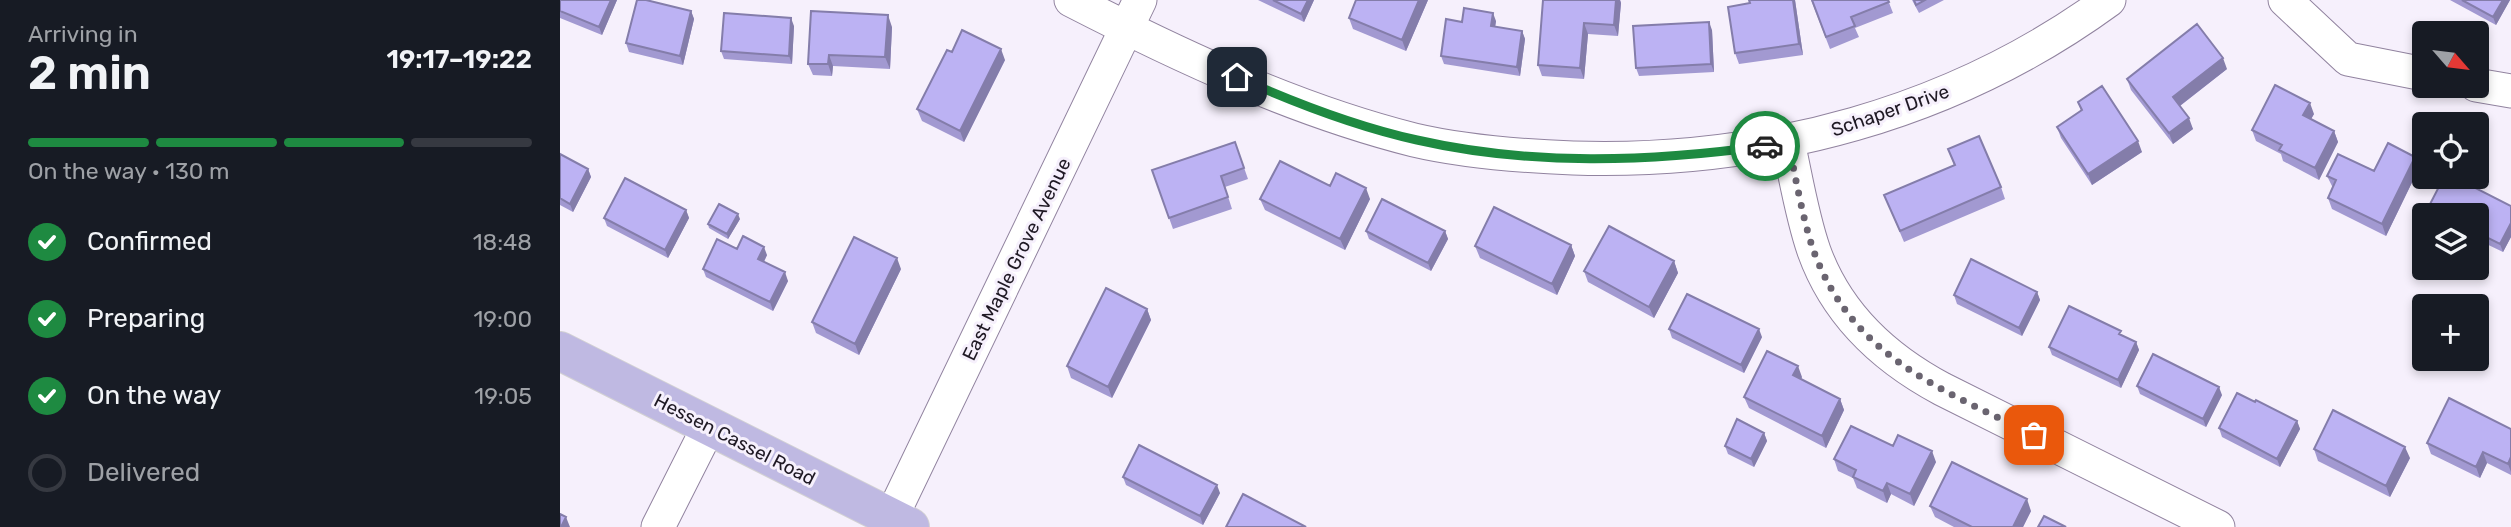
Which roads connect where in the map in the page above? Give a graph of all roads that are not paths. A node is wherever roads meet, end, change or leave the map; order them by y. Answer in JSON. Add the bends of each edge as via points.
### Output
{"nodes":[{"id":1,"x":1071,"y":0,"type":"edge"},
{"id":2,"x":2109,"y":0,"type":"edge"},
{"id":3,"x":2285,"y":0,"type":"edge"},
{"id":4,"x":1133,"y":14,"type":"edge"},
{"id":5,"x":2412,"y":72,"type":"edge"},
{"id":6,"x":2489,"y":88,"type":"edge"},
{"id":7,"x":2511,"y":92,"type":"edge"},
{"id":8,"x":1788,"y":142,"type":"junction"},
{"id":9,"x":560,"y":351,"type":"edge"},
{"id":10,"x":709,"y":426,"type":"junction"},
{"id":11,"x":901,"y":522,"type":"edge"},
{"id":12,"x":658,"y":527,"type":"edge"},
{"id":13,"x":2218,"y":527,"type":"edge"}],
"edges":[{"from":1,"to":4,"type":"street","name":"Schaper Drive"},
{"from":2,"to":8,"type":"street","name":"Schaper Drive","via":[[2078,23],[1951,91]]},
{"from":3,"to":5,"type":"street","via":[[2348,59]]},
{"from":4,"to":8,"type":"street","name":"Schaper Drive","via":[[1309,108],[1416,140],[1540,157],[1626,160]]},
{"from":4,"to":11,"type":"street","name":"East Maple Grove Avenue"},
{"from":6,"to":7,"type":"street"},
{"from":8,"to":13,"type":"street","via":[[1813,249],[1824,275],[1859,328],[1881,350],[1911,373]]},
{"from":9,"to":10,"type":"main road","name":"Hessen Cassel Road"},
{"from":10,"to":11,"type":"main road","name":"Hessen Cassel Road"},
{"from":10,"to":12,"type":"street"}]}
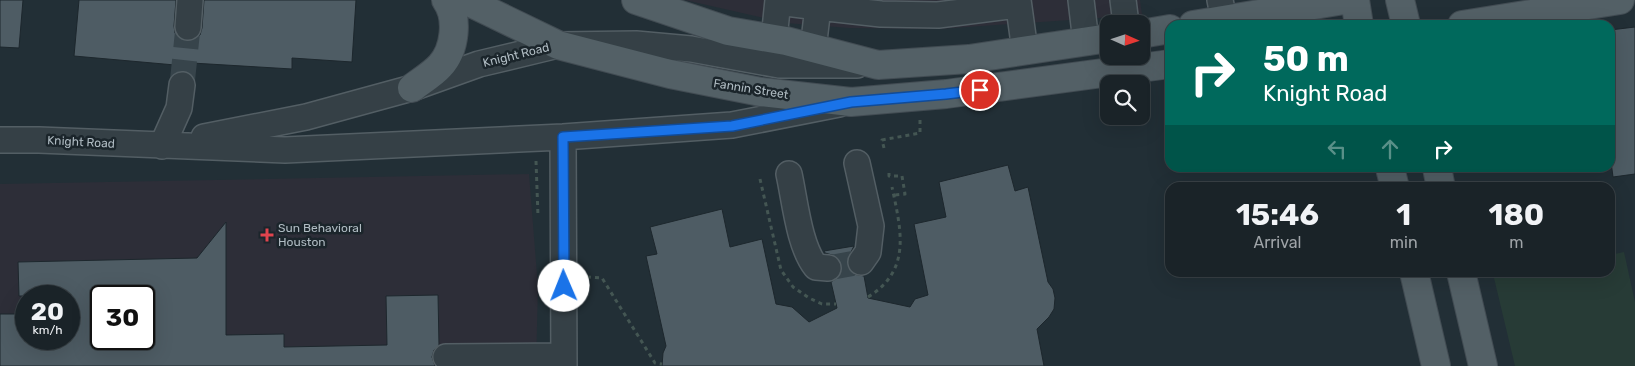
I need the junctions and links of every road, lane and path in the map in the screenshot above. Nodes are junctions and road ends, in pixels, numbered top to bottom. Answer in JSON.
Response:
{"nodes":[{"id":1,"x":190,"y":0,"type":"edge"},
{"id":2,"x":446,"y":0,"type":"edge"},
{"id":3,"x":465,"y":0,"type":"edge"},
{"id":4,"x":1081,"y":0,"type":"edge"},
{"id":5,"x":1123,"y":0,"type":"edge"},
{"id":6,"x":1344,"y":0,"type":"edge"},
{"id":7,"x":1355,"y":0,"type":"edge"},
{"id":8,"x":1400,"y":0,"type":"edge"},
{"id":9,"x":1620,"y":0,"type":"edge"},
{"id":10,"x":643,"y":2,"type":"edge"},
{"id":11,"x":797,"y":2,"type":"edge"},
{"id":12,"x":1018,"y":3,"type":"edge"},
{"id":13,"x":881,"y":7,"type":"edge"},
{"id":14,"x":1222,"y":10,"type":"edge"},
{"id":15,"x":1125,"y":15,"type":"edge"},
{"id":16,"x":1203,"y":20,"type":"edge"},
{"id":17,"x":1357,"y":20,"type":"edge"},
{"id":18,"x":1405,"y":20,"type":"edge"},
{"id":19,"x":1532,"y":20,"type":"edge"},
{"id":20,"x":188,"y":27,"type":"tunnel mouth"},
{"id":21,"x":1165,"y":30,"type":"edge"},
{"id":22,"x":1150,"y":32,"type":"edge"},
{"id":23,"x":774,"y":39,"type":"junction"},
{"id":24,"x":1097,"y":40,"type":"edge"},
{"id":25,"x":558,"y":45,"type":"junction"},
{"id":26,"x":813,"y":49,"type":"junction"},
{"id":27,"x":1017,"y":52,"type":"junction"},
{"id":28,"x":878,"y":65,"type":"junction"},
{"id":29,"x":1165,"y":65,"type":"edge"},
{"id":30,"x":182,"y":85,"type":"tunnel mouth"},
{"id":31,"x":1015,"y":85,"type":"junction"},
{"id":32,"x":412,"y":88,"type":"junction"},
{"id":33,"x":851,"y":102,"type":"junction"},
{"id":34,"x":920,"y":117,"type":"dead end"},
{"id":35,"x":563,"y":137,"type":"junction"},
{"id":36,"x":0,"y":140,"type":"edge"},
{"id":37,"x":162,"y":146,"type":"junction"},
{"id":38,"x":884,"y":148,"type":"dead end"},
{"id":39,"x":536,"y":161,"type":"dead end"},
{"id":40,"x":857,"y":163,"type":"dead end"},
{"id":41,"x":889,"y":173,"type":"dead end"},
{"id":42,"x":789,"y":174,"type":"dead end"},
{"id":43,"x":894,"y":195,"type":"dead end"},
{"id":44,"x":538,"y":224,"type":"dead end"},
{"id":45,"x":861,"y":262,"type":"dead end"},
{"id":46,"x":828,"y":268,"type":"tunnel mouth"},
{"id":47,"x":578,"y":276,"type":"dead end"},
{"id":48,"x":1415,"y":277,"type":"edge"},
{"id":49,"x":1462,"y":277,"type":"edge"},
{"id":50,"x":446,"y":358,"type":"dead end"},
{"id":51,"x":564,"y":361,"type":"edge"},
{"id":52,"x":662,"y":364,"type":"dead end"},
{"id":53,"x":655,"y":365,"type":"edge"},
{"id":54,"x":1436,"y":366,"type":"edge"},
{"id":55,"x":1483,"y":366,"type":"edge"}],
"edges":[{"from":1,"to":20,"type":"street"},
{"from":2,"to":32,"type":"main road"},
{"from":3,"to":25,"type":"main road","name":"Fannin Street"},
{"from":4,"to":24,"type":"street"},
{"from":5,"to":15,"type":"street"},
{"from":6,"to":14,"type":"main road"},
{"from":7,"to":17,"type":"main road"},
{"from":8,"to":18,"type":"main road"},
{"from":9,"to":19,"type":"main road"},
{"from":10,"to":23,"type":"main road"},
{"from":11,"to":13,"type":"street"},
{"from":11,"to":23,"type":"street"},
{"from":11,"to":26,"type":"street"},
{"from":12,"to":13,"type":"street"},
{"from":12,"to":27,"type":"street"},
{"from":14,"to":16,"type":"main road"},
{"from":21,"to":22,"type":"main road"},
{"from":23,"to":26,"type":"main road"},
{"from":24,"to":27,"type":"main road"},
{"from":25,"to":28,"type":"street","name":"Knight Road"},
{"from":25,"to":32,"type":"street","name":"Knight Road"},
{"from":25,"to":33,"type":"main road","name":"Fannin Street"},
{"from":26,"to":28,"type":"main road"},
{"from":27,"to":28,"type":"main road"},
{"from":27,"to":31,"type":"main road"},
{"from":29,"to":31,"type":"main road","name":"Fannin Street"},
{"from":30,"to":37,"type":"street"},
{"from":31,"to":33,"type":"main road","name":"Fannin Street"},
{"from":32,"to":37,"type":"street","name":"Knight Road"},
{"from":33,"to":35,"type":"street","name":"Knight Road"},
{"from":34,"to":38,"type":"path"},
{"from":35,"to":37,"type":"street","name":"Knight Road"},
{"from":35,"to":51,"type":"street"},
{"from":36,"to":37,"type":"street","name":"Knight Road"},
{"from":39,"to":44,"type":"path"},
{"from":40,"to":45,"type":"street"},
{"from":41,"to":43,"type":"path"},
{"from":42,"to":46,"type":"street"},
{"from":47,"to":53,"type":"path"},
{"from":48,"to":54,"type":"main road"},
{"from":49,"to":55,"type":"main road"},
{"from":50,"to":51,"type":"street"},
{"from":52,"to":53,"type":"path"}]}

> [Try it]
Return, in full, every line of these entries that holds "edges".

> [Answer space]
"edges":[{"from":1,"to":4,"type":"street","name":"Schaper Drive"},
"edges":[{"from":1,"to":20,"type":"street"},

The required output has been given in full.